I would not want to participate in this, but then again, if they don't have any new must-see attractions I won't stay on property anyway. However even if I visit MK for a day on an Orlando trip, I'll still be forced to do this but won't have FP access because I'm not staying on site, so what's the point? I should have the option not to participate at all, not just the option to NOT go to the parks.

This whole thing is absolutely ridiculous from the $ amount to the privacy implications to the horribly fake marketing strategy of it all. If a guest is in my house & leaves from the living room & comes back, I don't question where they went or what they did immediately. I feel that's rude. Disney is doing this but they are doing it "magically" with RFID so it is unseen & unheard, which from a surface level seems unintrusive because they don't have a CM asking you where you went to eat at 12:30pm & what ride you did before & after.
 

MattM

Well-Known Member
Or I could simply wrap the RFID chip in a few layers of aluminum foil.:)

There are a number of products on the market that effectively block RFID signals.

As I previously have written, I have little issue with using a passive device or with engaging a device at locations and times of my choosing. I accept that when I initiate a transaction, whether it is online or in person, there is an exchange of information that private companies have access to.

As I suggested here (http://forums.wdwmagic.com/threads/nextgen-deep-impact.857159/page-4#post-5245408) and elsewhere, Disney clearly intends to profile each guest and “reward” them for “proper” behavior. Whether I like it or not, I believe it’s within Disney’s prerogative to do so.

However, I find it insulting and dehumanizing for Disney to track my every move as if I were a convict out on parole.

United States v. Jones clearly establishes that tracking devices are a form of search. This ruling is less than a year old. Despite what you think, the question of private tracking devices is by no means settled law. I fully expect legislatures and courts to address this matter further.

@ParentsOf4 I agree with you on this. I don't like it one bit either.

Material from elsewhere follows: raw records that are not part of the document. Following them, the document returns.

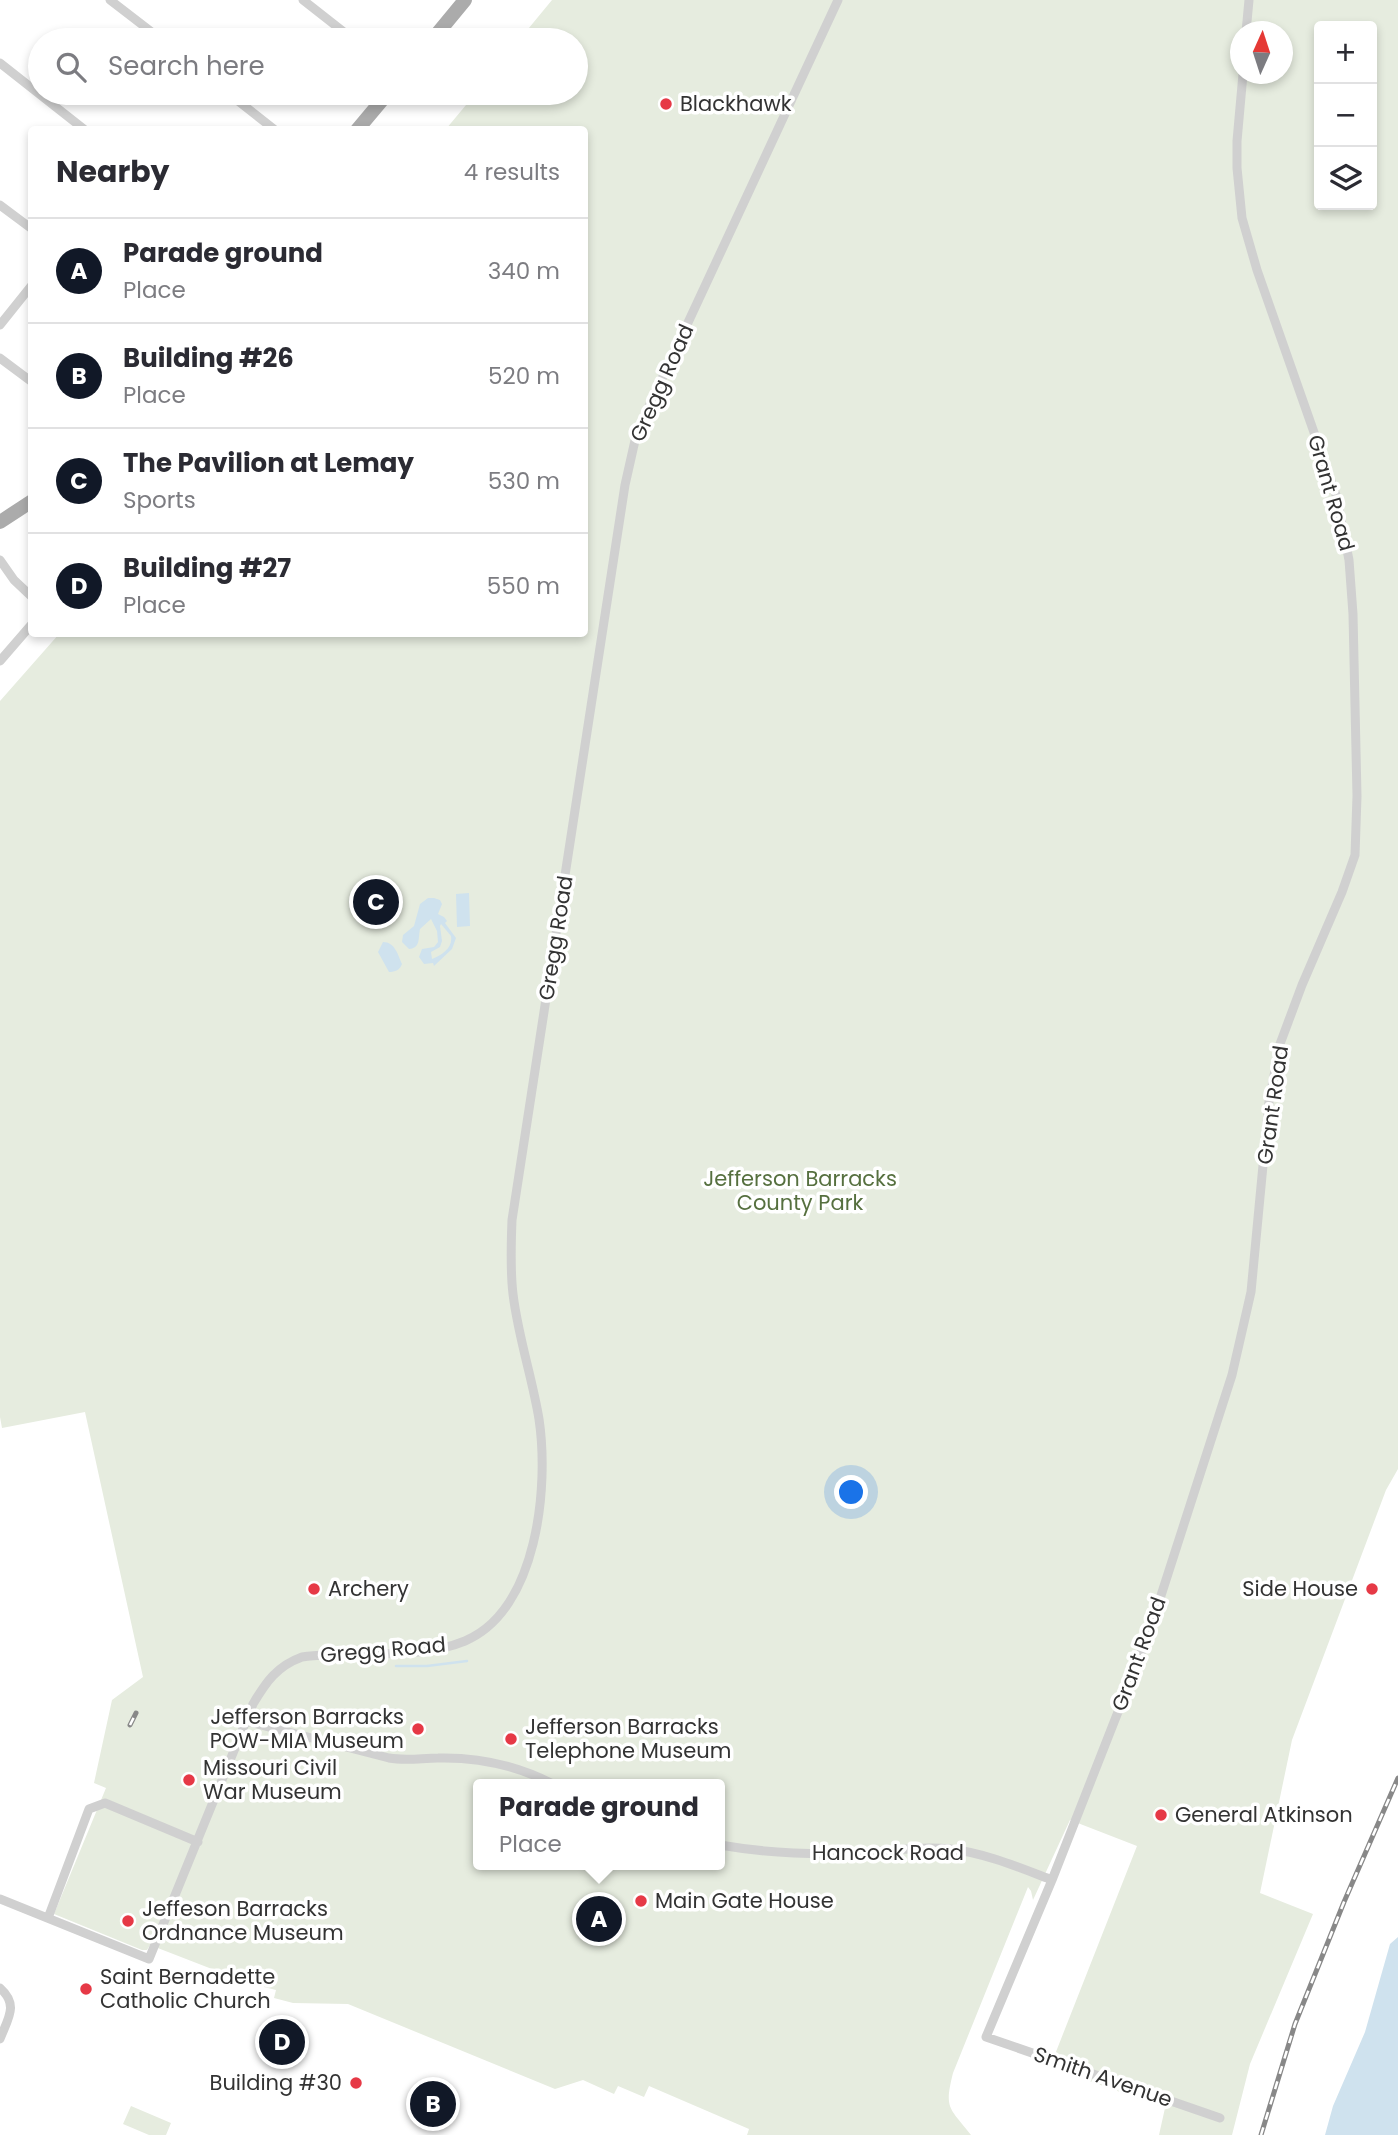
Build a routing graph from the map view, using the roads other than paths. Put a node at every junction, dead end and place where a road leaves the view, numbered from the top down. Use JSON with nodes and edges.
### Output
{"nodes":[{"id":1,"x":110,"y":0,"type":"edge"},
{"id":2,"x":303,"y":0,"type":"edge"},
{"id":3,"x":465,"y":0,"type":"edge"},
{"id":4,"x":838,"y":0,"type":"edge"},
{"id":5,"x":1250,"y":0,"type":"edge"},
{"id":6,"x":1248,"y":21,"type":"edge"},
{"id":7,"x":146,"y":28,"type":"edge"},
{"id":8,"x":339,"y":28,"type":"edge"},
{"id":9,"x":442,"y":28,"type":"edge"},
{"id":10,"x":0,"y":63,"type":"edge"},
{"id":11,"x":1241,"y":84,"type":"edge"},
{"id":12,"x":28,"y":85,"type":"edge"},
{"id":13,"x":53,"y":105,"type":"edge"},
{"id":14,"x":243,"y":105,"type":"edge"},
{"id":15,"x":378,"y":105,"type":"edge"},
{"id":16,"x":80,"y":126,"type":"edge"},
{"id":17,"x":270,"y":126,"type":"edge"},
{"id":18,"x":360,"y":126,"type":"edge"},
{"id":19,"x":0,"y":205,"type":"edge"},
{"id":20,"x":28,"y":226,"type":"edge"},
{"id":21,"x":28,"y":290,"type":"edge"},
{"id":22,"x":0,"y":325,"type":"edge"},
{"id":23,"x":0,"y":358,"type":"edge"},
{"id":24,"x":28,"y":379,"type":"edge"},
{"id":25,"x":28,"y":504,"type":"edge"},
{"id":26,"x":0,"y":522,"type":"edge"},
{"id":27,"x":0,"y":561,"type":"edge"},
{"id":28,"x":28,"y":593,"type":"edge"},
{"id":29,"x":28,"y":629,"type":"edge"},
{"id":30,"x":0,"y":662,"type":"edge"},
{"id":31,"x":246,"y":1721,"type":"junction"},
{"id":32,"x":541,"y":1779,"type":"edge"},
{"id":33,"x":198,"y":1842,"type":"junction"},
{"id":34,"x":725,"y":1845,"type":"edge"},
{"id":35,"x":1052,"y":1880,"type":"junction"},
{"id":36,"x":0,"y":1899,"type":"edge"},
{"id":37,"x":48,"y":1918,"type":"junction"},
{"id":38,"x":0,"y":1988,"type":"edge"},
{"id":39,"x":986,"y":2037,"type":"joint"},
{"id":40,"x":0,"y":2039,"type":"edge"},
{"id":41,"x":1220,"y":2119,"type":"dead end"}],
"edges":[{"from":1,"to":7,"type":"street"},
{"from":2,"to":8,"type":"street"},
{"from":3,"to":9,"type":"main road"},
{"from":4,"to":31,"type":"street","name":"Gregg Road"},
{"from":5,"to":6,"type":"street"},
{"from":10,"to":12,"type":"street"},
{"from":11,"to":35,"type":"street","name":"Grant Road"},
{"from":13,"to":16,"type":"street"},
{"from":14,"to":17,"type":"street"},
{"from":15,"to":18,"type":"main road"},
{"from":19,"to":20,"type":"street"},
{"from":21,"to":22,"type":"street"},
{"from":23,"to":24,"type":"street"},
{"from":25,"to":26,"type":"main road"},
{"from":27,"to":28,"type":"street"},
{"from":29,"to":30,"type":"street"},
{"from":31,"to":32,"type":"street"},
{"from":31,"to":33,"type":"street","name":"Gregg Road"},
{"from":33,"to":37,"type":"street"},
{"from":33,"to":37,"type":"street","name":"Gregg Road"},
{"from":34,"to":35,"type":"street","name":"Hancock Road"},
{"from":35,"to":39,"type":"street","name":"Grant Road"},
{"from":36,"to":37,"type":"street"},
{"from":38,"to":40,"type":"street"},
{"from":39,"to":41,"type":"street","name":"Smith Avenue"}]}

And I also don't disagree with you that this is settled by law. My only point is that right now, Disney is/has done nothing illegal, and that US v Jones does not apply to Disney because they are a private entity and not a governmental body.

Crappy, but legal.
 

MattM

Well-Known Member
So, let's review the last few days.
3.) a Disney online who is interviewing with Disney for a position puts up said proprietary company info on his web site and doesn't Tweet or take credit for it, just lets it spread;

Able to say who this may be for those of us not really "involved?"